My brother was looking for his cellphone today, so he used the home phone to call the cell. When he found the cellphone, he pressed the hang up button on the cell. This is when the strange sound occurred on the home phone. Sounds like a totally messed up frequency or some Morse talk. And about every 5 seconds it sounded like a voice hidden in the distorted frequency. But maybe I’m wrong.
Can anyone tell me what it could be and if there is a way to clear it up?
How did you capture the Home Phone audio? If you like to use an inexpensive “Phone Recorder,” that can upset the balance of the phone line and make it susceptible to cellphone radiation. That happens to a microphone recorder I have and one speaker system. I can hear the cellphone negotiating a connection and periodically issuing the “Keep Alive” signaling.

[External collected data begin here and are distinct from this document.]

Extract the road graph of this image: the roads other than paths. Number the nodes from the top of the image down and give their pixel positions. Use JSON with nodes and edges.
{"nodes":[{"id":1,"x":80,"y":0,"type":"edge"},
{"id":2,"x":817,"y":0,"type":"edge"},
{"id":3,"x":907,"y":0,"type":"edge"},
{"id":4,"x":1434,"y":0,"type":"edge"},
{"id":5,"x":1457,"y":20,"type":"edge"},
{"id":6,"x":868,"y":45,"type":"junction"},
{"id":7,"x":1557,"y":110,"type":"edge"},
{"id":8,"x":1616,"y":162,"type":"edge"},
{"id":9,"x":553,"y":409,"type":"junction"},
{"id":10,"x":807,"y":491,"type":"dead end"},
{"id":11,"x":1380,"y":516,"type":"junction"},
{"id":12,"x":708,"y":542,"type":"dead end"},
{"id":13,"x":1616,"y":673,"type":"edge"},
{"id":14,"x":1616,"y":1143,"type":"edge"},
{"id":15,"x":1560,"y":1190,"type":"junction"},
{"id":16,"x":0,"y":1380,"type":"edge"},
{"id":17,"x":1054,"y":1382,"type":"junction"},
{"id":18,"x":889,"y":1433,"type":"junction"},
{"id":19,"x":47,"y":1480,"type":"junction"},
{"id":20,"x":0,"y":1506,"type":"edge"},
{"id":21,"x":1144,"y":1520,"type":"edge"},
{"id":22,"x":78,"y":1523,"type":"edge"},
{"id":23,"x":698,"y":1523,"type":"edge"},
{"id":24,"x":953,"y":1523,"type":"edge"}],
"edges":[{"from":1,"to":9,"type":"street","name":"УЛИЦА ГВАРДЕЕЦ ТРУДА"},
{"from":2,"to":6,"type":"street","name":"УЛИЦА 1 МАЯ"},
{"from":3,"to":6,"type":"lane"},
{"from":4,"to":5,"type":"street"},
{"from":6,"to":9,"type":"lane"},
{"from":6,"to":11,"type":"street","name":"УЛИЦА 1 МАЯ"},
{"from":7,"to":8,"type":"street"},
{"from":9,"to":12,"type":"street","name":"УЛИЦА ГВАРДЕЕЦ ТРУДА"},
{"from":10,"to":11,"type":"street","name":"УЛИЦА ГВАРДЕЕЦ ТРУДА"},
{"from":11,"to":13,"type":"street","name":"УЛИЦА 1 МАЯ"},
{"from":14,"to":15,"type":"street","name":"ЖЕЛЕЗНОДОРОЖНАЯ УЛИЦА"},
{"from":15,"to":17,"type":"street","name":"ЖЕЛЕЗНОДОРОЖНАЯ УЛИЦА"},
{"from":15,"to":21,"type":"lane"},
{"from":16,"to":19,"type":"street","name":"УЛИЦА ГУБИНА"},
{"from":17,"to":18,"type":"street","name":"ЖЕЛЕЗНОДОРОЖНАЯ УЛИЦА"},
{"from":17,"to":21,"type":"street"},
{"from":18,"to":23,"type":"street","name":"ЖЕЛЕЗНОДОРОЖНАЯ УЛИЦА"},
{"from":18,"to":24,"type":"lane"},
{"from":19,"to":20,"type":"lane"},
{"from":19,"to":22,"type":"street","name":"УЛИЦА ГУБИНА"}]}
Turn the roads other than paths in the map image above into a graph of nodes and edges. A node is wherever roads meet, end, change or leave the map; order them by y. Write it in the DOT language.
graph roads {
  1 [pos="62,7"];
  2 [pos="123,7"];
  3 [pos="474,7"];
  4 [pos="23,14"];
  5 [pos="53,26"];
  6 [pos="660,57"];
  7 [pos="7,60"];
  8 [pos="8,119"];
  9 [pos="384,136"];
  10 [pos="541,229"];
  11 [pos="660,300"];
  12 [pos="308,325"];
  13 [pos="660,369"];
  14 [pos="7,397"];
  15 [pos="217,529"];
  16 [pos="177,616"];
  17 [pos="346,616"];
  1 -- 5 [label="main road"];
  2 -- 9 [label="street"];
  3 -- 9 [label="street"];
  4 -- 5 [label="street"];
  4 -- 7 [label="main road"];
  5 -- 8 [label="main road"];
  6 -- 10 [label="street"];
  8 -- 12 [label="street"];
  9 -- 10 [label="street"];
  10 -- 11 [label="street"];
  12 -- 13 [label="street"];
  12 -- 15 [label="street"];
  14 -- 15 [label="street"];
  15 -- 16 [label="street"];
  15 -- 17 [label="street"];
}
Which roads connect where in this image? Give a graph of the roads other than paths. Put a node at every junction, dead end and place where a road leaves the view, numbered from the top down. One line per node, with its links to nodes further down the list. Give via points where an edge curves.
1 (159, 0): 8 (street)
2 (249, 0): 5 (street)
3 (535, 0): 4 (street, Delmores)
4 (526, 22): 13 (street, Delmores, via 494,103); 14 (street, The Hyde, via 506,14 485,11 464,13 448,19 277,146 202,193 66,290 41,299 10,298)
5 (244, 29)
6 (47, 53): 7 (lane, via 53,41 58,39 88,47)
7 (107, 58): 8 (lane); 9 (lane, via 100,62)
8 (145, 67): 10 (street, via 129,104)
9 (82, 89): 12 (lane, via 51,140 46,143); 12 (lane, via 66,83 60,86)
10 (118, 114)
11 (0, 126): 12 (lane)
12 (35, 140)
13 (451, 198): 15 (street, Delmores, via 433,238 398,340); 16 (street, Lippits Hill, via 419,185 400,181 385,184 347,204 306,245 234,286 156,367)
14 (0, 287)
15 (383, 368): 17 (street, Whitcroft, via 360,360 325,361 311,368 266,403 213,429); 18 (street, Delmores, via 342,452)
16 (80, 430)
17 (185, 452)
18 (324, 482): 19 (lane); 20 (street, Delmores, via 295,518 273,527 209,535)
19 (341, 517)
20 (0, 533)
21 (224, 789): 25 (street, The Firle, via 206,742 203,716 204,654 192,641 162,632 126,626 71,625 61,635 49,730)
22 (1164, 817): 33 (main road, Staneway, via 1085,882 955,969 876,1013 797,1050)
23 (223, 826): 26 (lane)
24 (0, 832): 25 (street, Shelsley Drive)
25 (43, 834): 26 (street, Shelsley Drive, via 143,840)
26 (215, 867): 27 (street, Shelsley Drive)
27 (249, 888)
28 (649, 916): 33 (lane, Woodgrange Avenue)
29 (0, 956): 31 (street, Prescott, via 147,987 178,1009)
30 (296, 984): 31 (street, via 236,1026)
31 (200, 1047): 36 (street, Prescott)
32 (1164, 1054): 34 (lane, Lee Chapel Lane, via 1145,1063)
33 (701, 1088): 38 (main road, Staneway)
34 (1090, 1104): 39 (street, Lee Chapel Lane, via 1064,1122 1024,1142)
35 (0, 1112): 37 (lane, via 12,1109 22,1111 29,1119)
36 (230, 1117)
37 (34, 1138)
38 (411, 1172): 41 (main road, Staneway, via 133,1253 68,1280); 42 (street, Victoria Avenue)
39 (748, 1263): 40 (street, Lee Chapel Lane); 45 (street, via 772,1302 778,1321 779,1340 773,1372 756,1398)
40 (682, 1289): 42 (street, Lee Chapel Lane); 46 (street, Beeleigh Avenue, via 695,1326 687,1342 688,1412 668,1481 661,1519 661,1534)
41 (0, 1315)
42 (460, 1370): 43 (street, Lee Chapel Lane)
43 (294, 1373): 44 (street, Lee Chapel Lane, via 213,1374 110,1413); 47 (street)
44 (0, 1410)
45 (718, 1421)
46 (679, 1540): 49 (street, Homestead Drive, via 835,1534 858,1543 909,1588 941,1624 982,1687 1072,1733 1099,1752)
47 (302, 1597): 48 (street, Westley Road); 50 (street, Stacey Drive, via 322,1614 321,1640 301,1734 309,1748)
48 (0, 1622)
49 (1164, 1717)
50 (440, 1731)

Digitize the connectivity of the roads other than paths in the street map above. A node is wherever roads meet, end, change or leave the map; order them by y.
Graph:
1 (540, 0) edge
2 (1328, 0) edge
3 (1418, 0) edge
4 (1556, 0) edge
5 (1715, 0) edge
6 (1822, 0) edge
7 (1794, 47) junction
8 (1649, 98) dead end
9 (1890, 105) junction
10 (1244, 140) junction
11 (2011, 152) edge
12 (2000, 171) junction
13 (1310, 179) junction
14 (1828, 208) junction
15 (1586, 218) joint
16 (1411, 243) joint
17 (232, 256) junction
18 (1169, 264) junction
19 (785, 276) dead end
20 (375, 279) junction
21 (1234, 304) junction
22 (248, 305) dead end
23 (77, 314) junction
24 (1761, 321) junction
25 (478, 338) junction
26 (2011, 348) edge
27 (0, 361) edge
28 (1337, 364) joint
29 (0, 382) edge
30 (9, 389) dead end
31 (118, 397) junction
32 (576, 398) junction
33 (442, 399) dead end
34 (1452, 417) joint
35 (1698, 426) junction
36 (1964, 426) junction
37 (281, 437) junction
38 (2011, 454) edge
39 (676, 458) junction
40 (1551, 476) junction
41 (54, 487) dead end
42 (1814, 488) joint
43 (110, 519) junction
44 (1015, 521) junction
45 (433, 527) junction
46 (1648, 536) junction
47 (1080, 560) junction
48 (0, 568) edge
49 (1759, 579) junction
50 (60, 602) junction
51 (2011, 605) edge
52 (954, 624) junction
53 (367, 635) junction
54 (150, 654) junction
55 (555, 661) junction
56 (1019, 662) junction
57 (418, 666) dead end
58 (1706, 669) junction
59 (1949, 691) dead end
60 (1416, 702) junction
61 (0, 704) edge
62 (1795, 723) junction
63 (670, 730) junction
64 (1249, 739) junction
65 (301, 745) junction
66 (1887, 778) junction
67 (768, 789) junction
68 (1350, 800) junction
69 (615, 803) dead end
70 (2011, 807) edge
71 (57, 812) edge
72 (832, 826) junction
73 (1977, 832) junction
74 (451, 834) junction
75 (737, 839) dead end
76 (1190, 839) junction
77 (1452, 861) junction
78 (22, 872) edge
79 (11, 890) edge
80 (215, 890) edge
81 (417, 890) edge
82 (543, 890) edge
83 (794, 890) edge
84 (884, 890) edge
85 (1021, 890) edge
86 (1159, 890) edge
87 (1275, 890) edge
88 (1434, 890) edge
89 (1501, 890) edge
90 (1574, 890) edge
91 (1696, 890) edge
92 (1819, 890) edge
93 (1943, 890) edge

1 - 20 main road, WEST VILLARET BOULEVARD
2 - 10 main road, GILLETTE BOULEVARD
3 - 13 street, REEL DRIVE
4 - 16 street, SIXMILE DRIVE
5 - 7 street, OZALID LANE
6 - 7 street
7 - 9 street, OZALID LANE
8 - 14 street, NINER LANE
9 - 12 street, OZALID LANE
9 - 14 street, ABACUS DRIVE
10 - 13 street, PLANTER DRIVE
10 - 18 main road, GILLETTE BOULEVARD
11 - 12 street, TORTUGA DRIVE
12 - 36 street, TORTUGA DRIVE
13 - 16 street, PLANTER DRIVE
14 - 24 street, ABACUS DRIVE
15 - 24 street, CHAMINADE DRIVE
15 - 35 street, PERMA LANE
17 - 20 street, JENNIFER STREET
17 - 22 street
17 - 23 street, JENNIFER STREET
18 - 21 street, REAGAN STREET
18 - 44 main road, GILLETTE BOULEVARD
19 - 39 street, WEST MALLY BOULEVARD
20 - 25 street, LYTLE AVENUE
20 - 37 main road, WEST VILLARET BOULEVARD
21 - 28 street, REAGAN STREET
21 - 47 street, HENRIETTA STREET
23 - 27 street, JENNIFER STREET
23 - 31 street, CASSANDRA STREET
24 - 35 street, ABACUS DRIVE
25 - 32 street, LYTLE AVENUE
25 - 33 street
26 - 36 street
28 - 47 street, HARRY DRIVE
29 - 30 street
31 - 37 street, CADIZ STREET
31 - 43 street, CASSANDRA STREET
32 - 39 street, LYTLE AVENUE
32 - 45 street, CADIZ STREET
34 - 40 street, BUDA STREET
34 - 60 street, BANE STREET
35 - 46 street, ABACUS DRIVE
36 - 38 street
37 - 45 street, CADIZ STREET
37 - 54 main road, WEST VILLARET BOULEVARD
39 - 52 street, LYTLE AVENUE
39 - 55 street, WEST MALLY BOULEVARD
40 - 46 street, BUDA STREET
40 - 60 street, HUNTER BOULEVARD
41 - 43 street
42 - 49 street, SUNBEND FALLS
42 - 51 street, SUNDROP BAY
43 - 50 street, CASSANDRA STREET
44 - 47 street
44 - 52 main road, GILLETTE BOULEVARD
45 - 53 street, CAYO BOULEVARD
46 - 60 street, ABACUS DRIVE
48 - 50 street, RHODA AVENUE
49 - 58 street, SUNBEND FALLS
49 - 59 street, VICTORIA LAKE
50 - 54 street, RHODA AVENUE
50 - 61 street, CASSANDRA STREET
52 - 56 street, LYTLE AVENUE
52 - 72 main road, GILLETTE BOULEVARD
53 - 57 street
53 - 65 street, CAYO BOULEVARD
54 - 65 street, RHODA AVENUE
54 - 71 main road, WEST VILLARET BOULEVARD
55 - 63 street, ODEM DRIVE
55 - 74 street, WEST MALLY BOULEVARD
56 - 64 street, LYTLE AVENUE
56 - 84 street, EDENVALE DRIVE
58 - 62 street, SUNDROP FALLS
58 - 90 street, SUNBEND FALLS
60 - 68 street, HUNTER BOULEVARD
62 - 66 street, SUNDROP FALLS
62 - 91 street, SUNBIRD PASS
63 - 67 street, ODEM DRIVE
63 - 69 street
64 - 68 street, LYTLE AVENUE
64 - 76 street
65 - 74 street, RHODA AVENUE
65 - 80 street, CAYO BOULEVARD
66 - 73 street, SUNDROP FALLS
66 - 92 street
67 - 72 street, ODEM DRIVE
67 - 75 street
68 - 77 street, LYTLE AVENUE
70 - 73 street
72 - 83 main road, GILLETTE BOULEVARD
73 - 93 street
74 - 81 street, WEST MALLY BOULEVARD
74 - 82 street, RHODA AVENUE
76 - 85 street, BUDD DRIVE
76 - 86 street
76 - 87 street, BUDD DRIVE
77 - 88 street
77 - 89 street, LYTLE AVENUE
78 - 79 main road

I’ve never had it happen to a well-shielded professional XLR microphone. Always the less expensive equipment.
Yeah, my brother searched for cellphone so he rang it from the home phone (land-line).
His cellphone actually rang, so he found it and hung up the cellphone.
Then, the home phone immediately started making these noises, so after two minutes of it making noises, we decided to record it with the cellphone (took a video of it and converted it to mp3)
And to everyone else, thanks a lot for posting your thoughts etc.
I’m not sure if you could be these words. In fact, we in Germany, so maybe it was something in German?
Either way, it sure does sound like those English words!! Creepy.
Not sure about the cause, because it happened after he hung up his cellphone. Maybe it really could’ve been a “Keepalive” signal? Because the home phone “thought” the connection to the cellphone broke down?
Sorry for having to reply again. Forgot to mention that the home phone is a land-line, but it’s connected to our WiFi router. So it goes through the router.
Maybe these noises had something to do with the router? Any possibilities?
Curiously there was an article on BBC Radio 4 (You and Yours) today about just such “interference” on a land-line phone. This was die to villains hi-jacking the landline and diverting it to their cellphone - in that instance to try to gain access to the victim’s bank account - so be wary.
Forgot to mention that the home phone is a land-line, but it’s connected to our WiFi router. So it goes through the router.
So it’s not a POTS Land-Line telephone like the Public Switched Telephone System. It’s a VOIP phone like Vonage.
So once the call is established but not completed, the phone is going to receive whatever happens when half the connection goes down. If that’s an unsupported condition, then goodness knows what you’re listening to. It could be your VOIP manager searching for an active connection.